Ce qui séduit dans son œuvre en solo c’est la chaleur de ses compositions, sa voix plaintive si caractéristique et son jeu de guitare élégant et étincelant qui vient former un kaléidoscope chatoyant et généreux. Kilgour étire aussi volontiers ses mélodies sur de longues minutes profondément magnétiques. De temps à autres, mais sans pression aucune, il revient en mode formation et signe alors ses albums avec The Heavy Eights. Les trois vieilles connaissances qui l’accompagnent sont Tony De Raad à la guitare acoustique et électrique, Thomas Bell à la basse et Taane Tokona à la batterie.

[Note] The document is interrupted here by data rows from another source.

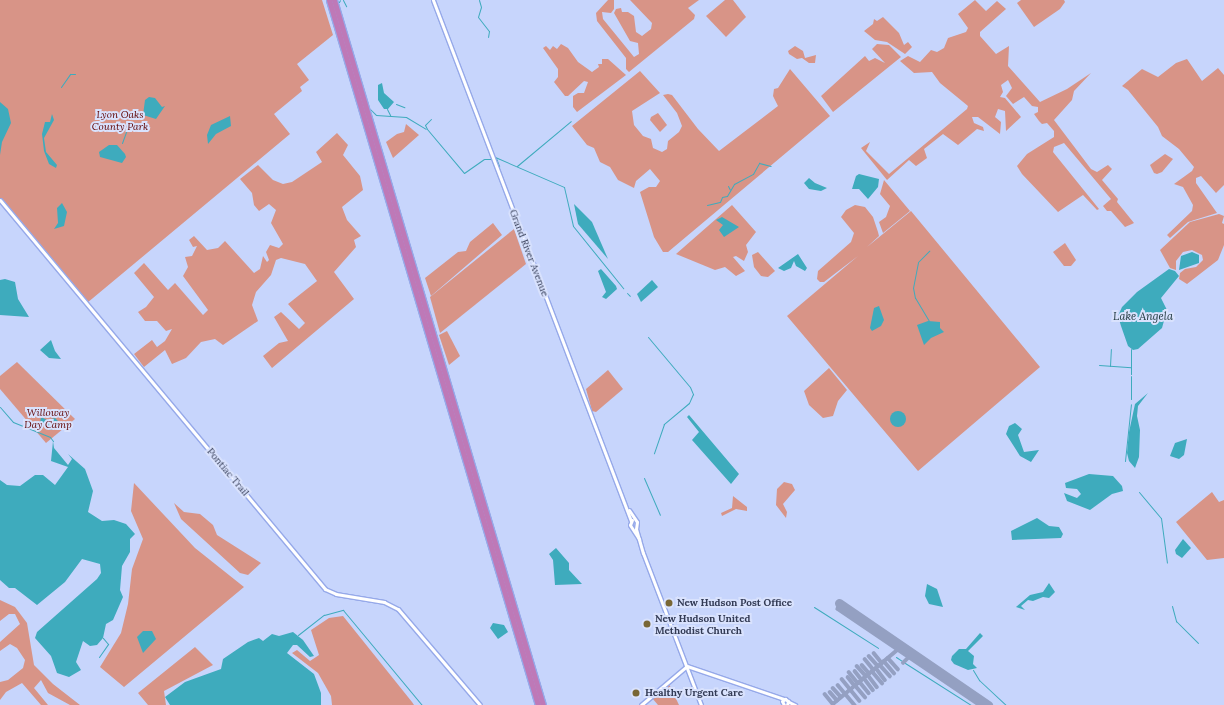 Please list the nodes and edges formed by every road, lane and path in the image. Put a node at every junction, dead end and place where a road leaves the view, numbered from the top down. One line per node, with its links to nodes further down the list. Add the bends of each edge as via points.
1 (329, 0): 11 (highway)
2 (334, 0): 11 (highway)
3 (433, 0): 5 (main road, Grand River Avenue)
4 (0, 200): 16 (main road, Pontiac Trail, via 325,589 336,594 384,602 400,610)
5 (625, 505): 6 (main road, Grand River Avenue); 7 (main road, Grand River Avenue)
6 (636, 520): 7 (main road); 8 (main road)
7 (631, 521): 9 (main road, Grand River Avenue)
8 (637, 526): 9 (main road); 10 (main road)
9 (632, 527): 10 (main road)
10 (639, 539): 13 (main road)
11 (506, 589): 12 (highway)
12 (528, 664): 17 (highway); 18 (highway); 19 (highway)
13 (687, 666): 14 (main road); 20 (main road); 21 (main road)
14 (783, 702): 15 (main road)
15 (788, 703): 22 (main road)
16 (480, 705)
17 (536, 705)
18 (543, 705)
19 (547, 705)
20 (641, 705)
21 (701, 705)
22 (795, 705)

Si Bobbie’s A Girl fait référence à son animal de compagnie (nommé en hommage à l’Américaine Bobbie Gentry), cette onzième escapade en solo est surtout habité par le deuil. Très touché par la mort de sa mère et de son ami d’enfance le musicien Peter Gutteridge (The Clean, The Chills et Snapper) Kilgour a laissé filer quatre années et respecté ainsi une longue période de deuil.

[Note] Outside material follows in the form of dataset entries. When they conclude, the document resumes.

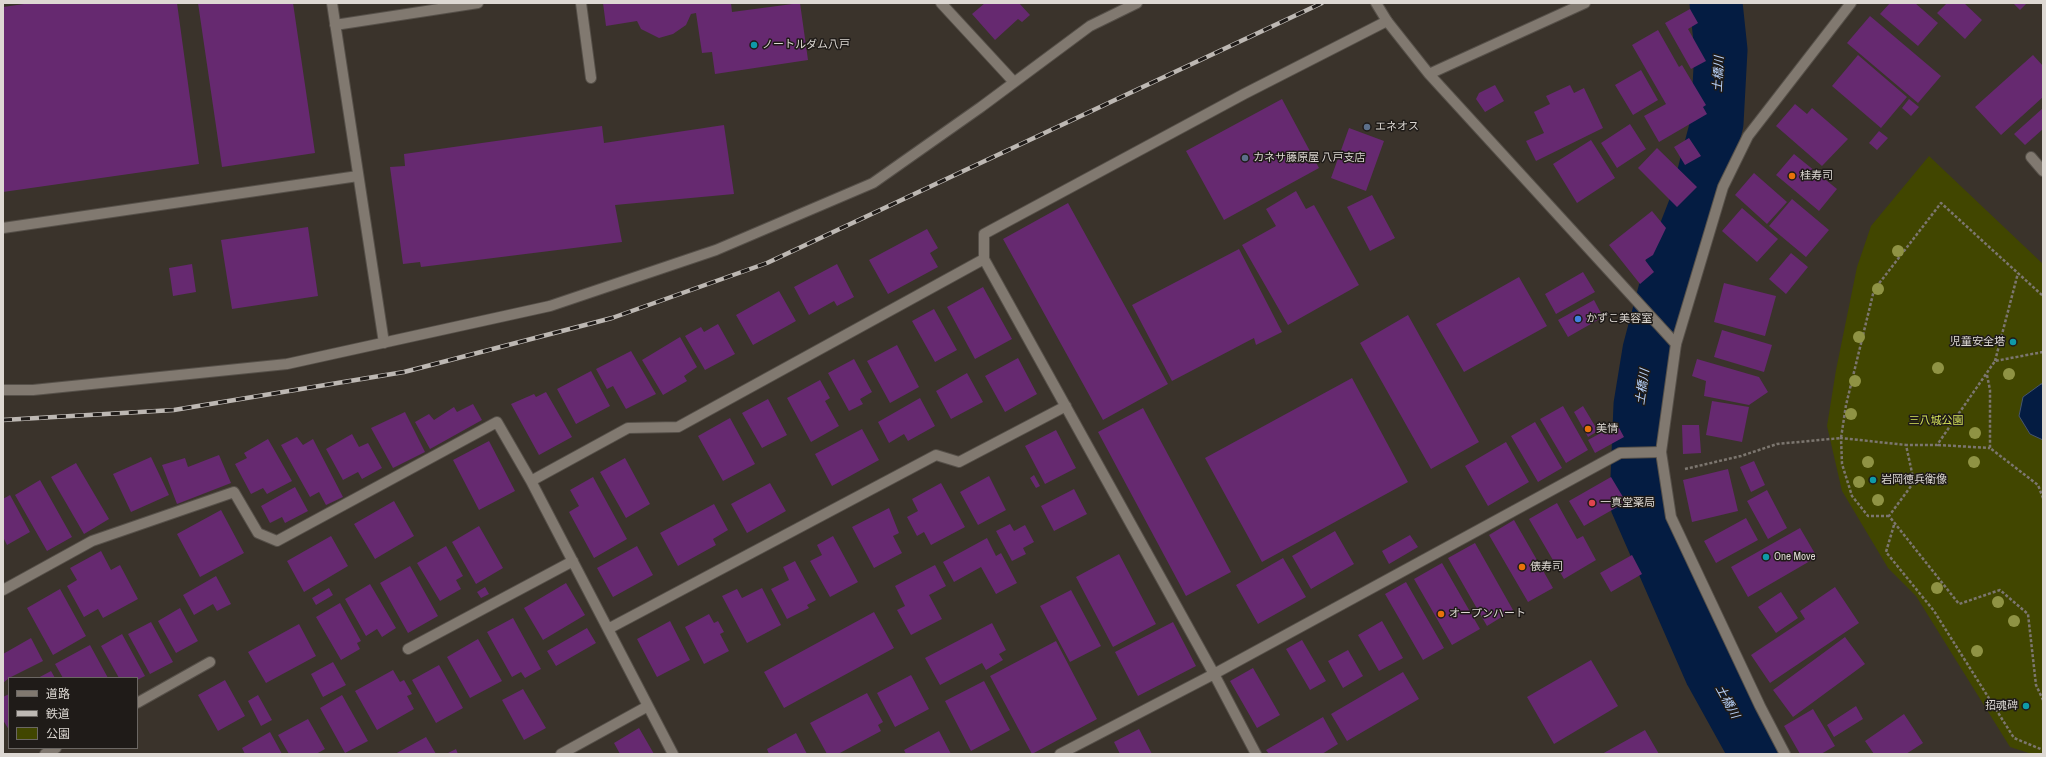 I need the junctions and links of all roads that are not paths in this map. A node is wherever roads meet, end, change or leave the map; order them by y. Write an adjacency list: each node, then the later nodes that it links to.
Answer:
1 (332, 3): 10 (street)
2 (478, 3): 10 (street)
3 (581, 3): 12 (street)
4 (941, 3): 13 (street)
5 (1137, 3): 13 (street)
6 (1376, 3): 9 (street)
7 (1585, 3): 11 (street)
8 (1851, 3): 20 (street)
9 (1387, 22): 11 (street); 18 (street)
10 (335, 25): 16 (street)
11 (1429, 74): 20 (street)
12 (591, 78)
13 (1013, 81): 19 (street)
14 (2031, 157): 15 (street)
15 (2043, 171)
16 (358, 176): 17 (street); 19 (street)
17 (3, 228)
18 (984, 259): 22 (street); 24 (street)
19 (384, 343): 21 (street)
20 (1676, 344): 23 (street)
21 (3, 390)
22 (1066, 406): 27 (street); 30 (street)
23 (1661, 452): 30 (street); 39 (street)
24 (531, 481): 25 (street); 26 (street)
25 (573, 561): 27 (street); 28 (street)
26 (3, 590)
27 (608, 629): 32 (street)
28 (408, 649)
29 (210, 662): 31 (street)
30 (1214, 674): 37 (street); 38 (street)
31 (138, 702)
32 (648, 706): 35 (street); 36 (street)
33 (54, 749): 34 (street)
34 (45, 754)
35 (561, 754)
36 (673, 754)
37 (1060, 754)
38 (1256, 754)
39 (1785, 754)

Ces deux disparitions ont plongé Kilgour dans un état de mélancolie prononcé. Les mots, les textes et la parole ont été difficile à sortir ou peut-être jugés superflus, car seul 4 titres sont chantés par le songwriter néo-zélandais, le reste est un florilège d’instrumentaux captivants et contemplatifs ; à ne considérer sous aucun prétexte comme un manque d’inspiration, ni même comme un signe quelconque de dépression. En tout et pour tout à peine vingt lignes de textes sont à dénombrer. Kilgour communique avec les notes et les accords, les mots n’ont alors plus beaucoup d’importance.

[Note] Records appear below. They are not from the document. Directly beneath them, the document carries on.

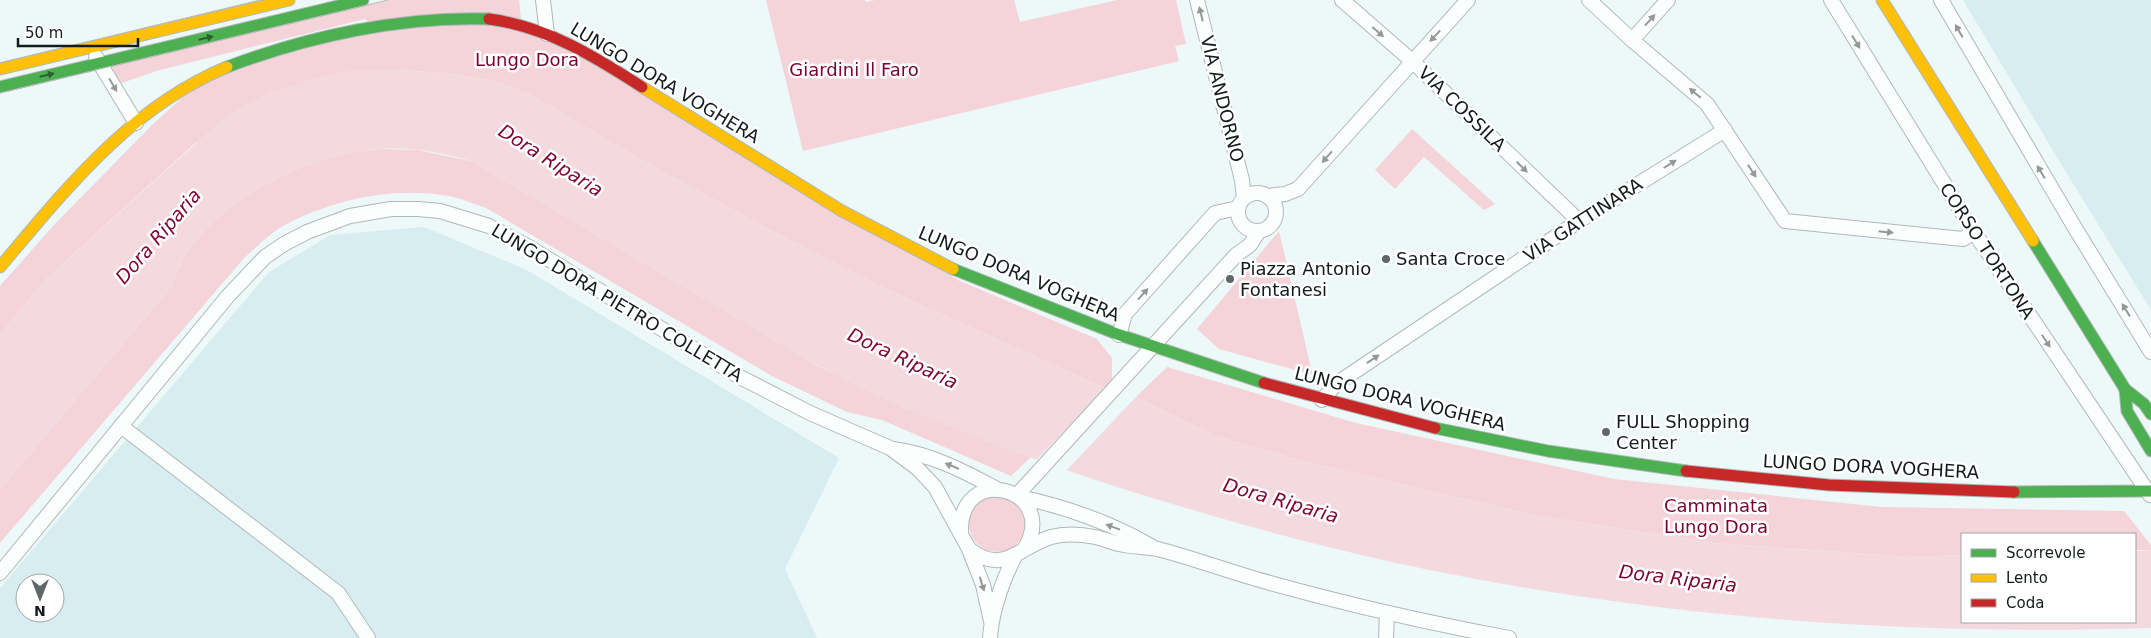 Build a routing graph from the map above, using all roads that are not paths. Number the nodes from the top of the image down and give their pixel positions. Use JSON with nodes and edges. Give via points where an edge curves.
{"nodes":[{"id":1,"x":289,"y":0,"type":"edge"},
{"id":2,"x":363,"y":0,"type":"edge"},
{"id":3,"x":543,"y":0,"type":"edge"},
{"id":4,"x":1197,"y":0,"type":"edge"},
{"id":5,"x":1342,"y":0,"type":"edge"},
{"id":6,"x":1468,"y":0,"type":"edge"},
{"id":7,"x":1589,"y":0,"type":"edge"},
{"id":8,"x":1668,"y":0,"type":"edge"},
{"id":9,"x":1830,"y":0,"type":"edge"},
{"id":10,"x":1882,"y":0,"type":"edge"},
{"id":11,"x":1940,"y":0,"type":"edge"},
{"id":12,"x":345,"y":2,"type":"edge"},
{"id":13,"x":547,"y":34,"type":"junction"},
{"id":14,"x":1632,"y":40,"type":"junction"},
{"id":15,"x":91,"y":47,"type":"junction"},
{"id":16,"x":1412,"y":61,"type":"junction"},
{"id":17,"x":100,"y":63,"type":"junction"},
{"id":18,"x":0,"y":69,"type":"edge"},
{"id":19,"x":0,"y":86,"type":"edge"},
{"id":20,"x":136,"y":123,"type":"junction"},
{"id":21,"x":1725,"y":130,"type":"junction"},
{"id":22,"x":1267,"y":196,"type":"junction"},
{"id":23,"x":1241,"y":203,"type":"junction"},
{"id":24,"x":1578,"y":221,"type":"junction"},
{"id":25,"x":1253,"y":230,"type":"junction"},
{"id":26,"x":1974,"y":232,"type":"junction"},
{"id":27,"x":0,"y":267,"type":"edge"},
{"id":28,"x":1119,"y":335,"type":"junction"},
{"id":29,"x":1152,"y":347,"type":"junction"},
{"id":30,"x":2151,"y":352,"type":"edge"},
{"id":31,"x":2125,"y":389,"type":"junction"},
{"id":32,"x":1322,"y":400,"type":"junction"},
{"id":33,"x":2151,"y":414,"type":"edge"},
{"id":34,"x":121,"y":426,"type":"junction"},
{"id":35,"x":890,"y":448,"type":"junction"},
{"id":36,"x":2151,"y":451,"type":"edge"},
{"id":37,"x":995,"y":488,"type":"junction"},
{"id":38,"x":2149,"y":493,"type":"edge"},
{"id":39,"x":1019,"y":496,"type":"junction"},
{"id":40,"x":961,"y":533,"type":"junction"},
{"id":41,"x":969,"y":549,"type":"junction"},
{"id":42,"x":1156,"y":549,"type":"junction"},
{"id":43,"x":1020,"y":552,"type":"junction"},
{"id":44,"x":0,"y":573,"type":"edge"},
{"id":45,"x":1387,"y":613,"type":"junction"},
{"id":46,"x":991,"y":621,"type":"junction"},
{"id":47,"x":368,"y":638,"type":"edge"},
{"id":48,"x":990,"y":638,"type":"edge"},
{"id":49,"x":1386,"y":638,"type":"edge"},
{"id":50,"x":1509,"y":638,"type":"edge"}],
"edges":[{"from":1,"to":15,"type":"street"},
{"from":2,"to":12,"type":"street"},
{"from":3,"to":13,"type":"street"},
{"from":23,"to":4,"type":"street","name":"VIA ANDORNO","one_way":true,"via":[[1242,180]]},
{"from":5,"to":16,"type":"street","name":"VIA COSSILA","one_way":true},
{"from":6,"to":16,"type":"street","one_way":true},
{"from":7,"to":14,"type":"street"},
{"from":14,"to":8,"type":"street","one_way":true},
{"from":9,"to":26,"type":"street","name":"CORSO TORTONA","one_way":true},
{"from":10,"to":31,"type":"street"},
{"from":30,"to":11,"type":"street","one_way":true},
{"from":17,"to":12,"type":"street","one_way":true},
{"from":13,"to":20,"type":"street","name":"LUNGO DORA VOGHERA","via":[[516,23],[488,19],[413,21],[314,40],[248,59],[206,78],[165,99]]},
{"from":13,"to":28,"type":"street","name":"LUNGO DORA VOGHERA","via":[[595,59],[885,235],[949,267]]},
{"from":21,"to":14,"type":"street","one_way":true,"via":[[1707,104]]},
{"from":15,"to":17,"type":"street"},
{"from":15,"to":18,"type":"street"},
{"from":16,"to":22,"type":"street","one_way":true,"via":[[1298,189]]},
{"from":16,"to":24,"type":"street","name":"VIA COSSILA","one_way":true},
{"from":19,"to":17,"type":"street","one_way":true},
{"from":17,"to":20,"type":"street","one_way":true},
{"from":20,"to":27,"type":"street","name":"LUNGO DORA VOGHERA","via":[[82,173]]},
{"from":24,"to":21,"type":"street","name":"VIA GATTINARA","one_way":true},
{"from":21,"to":26,"type":"street","one_way":true,"via":[[1785,221],[1963,239]]},
{"from":22,"to":23,"type":"street","via":[[1255,193]]},
{"from":22,"to":25,"type":"street","via":[[1276,213],[1271,225]]},
{"from":23,"to":25,"type":"street","via":[[1239,220]]},
{"from":28,"to":23,"type":"street","one_way":true,"via":[[1125,314],[1215,213]]},
{"from":32,"to":24,"type":"street","name":"VIA GATTINARA","one_way":true,"via":[[1336,384]]},
{"from":25,"to":29,"type":"street","via":[[1250,245],[1236,255]]},
{"from":26,"to":38,"type":"street","name":"CORSO TORTONA","one_way":true},
{"from":28,"to":29,"type":"street","name":"LUNGO DORA VOGHERA"},
{"from":29,"to":32,"type":"street","name":"LUNGO DORA VOGHERA"},
{"from":29,"to":39,"type":"street"},
{"from":31,"to":33,"type":"street"},
{"from":31,"to":36,"type":"street","via":[[2127,410]]},
{"from":32,"to":38,"type":"street","name":"LUNGO DORA VOGHERA","via":[[1551,451],[1735,477],[1888,488]]},
{"from":34,"to":35,"type":"street","name":"LUNGO DORA PIETRO COLLETTA","via":[[228,296],[284,244],[329,222],[373,210],[418,209],[462,217],[510,236],[738,376],[810,414]]},
{"from":34,"to":44,"type":"street","name":"LUNGO DORA PIETRO COLLETTA"},
{"from":34,"to":47,"type":"street","via":[[338,594]]},
{"from":37,"to":35,"type":"street","name":"LUNGO DORA PIETRO COLLETTA","one_way":true,"via":[[919,453]]},
{"from":35,"to":40,"type":"street","name":"LUNGO DORA PIETRO COLLETTA","via":[[917,468],[935,487]]},
{"from":37,"to":39,"type":"street","name":"LUNGO DORA PIETRO COLLETTA"},
{"from":37,"to":40,"type":"street","via":[[983,491],[968,503],[960,520]]},
{"from":42,"to":39,"type":"street","name":"LUNGO DORA PIETRO COLLETTA","one_way":true,"via":[[1123,530]]},
{"from":39,"to":43,"type":"street","via":[[1032,516],[1030,538]]},
{"from":40,"to":41,"type":"street"},
{"from":41,"to":43,"type":"street","name":"LUNGO DORA PIETRO COLLETTA","via":[[991,561],[1003,560]]},
{"from":41,"to":46,"type":"street","one_way":true,"via":[[983,585]]},
{"from":42,"to":43,"type":"street","name":"LUNGO DORA PIETRO COLLETTA","via":[[1072,533],[1051,537]]},
{"from":42,"to":45,"type":"street","name":"LUNGO DORA PIETRO COLLETTA"},
{"from":43,"to":46,"type":"street","via":[[1003,580]]},
{"from":45,"to":49,"type":"street"},
{"from":45,"to":50,"type":"street","name":"LUNGO DORA PIETRO COLLETTA"},
{"from":46,"to":48,"type":"street"}]}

Bobbie’s A Girl affiche une collection de plages musicales atmosphériques et placides, les arpèges de guitares cohabitent avec quelques chœurs angéliques façon Pink Floyd (« Crawler », « If you were here and I was there ») qui affleurent des tréfonds de l’instrumentation comme un message de réconfort des disparus. Sous l’égide du producteur Tex Houston une vingtaine de titres au total ont été enregistrés dans les studios de Port Chalmers Recording Services. Kilgour a remisé les plus pop et énergiques pour ne conserver que les plus mélancoliques. Cette sélection très cohérente axée sur l’émotion met en exergue le travail des musiciens et nous fait apprécier posément chaque composition.

Le paisible et premier « single » « Smoke You Right Out Of Here » est entièrement dédié à son ami Peter. Les accords sporadiques de guitares mêlés aux nappes d’un clavier lunaire se superposent au chant épars de Kilgour et forment une mélodie rêveuse. Le tableau sera toujours méditatif et souvent axé sur de fragiles pincements de cordes. Le cœur de cet enregistrement ce sont les instrumentaux, ils sont la force vive de ce répertoire et sont particulièrement soignés. Un point commun ils sont tous attractifs : « Entrance » et ses contemplatifs picking de guitare acoustique (dans la lignée des spécialistes du genre) ou le très cinématographique « Swan Loop » qui dérive et chaloupe dans les recoins d’une âme torturée au son du piano de Matt Swanson et des riffs saturés mais fantomatiques de la guitare électrique.

La fin de cet album, superbe, verse dans une veine plus énergique. L’emballant « Looks Like I’m Running Out » cumule coolitude et rythme, quant au final « Ngapara » – l’instrumental le plus rutilant et ambitieux de la série – il regorge de guitares distordues et réverbérées, et constitue avouons-le, la conclusion parfaite de ce nouvel épisode.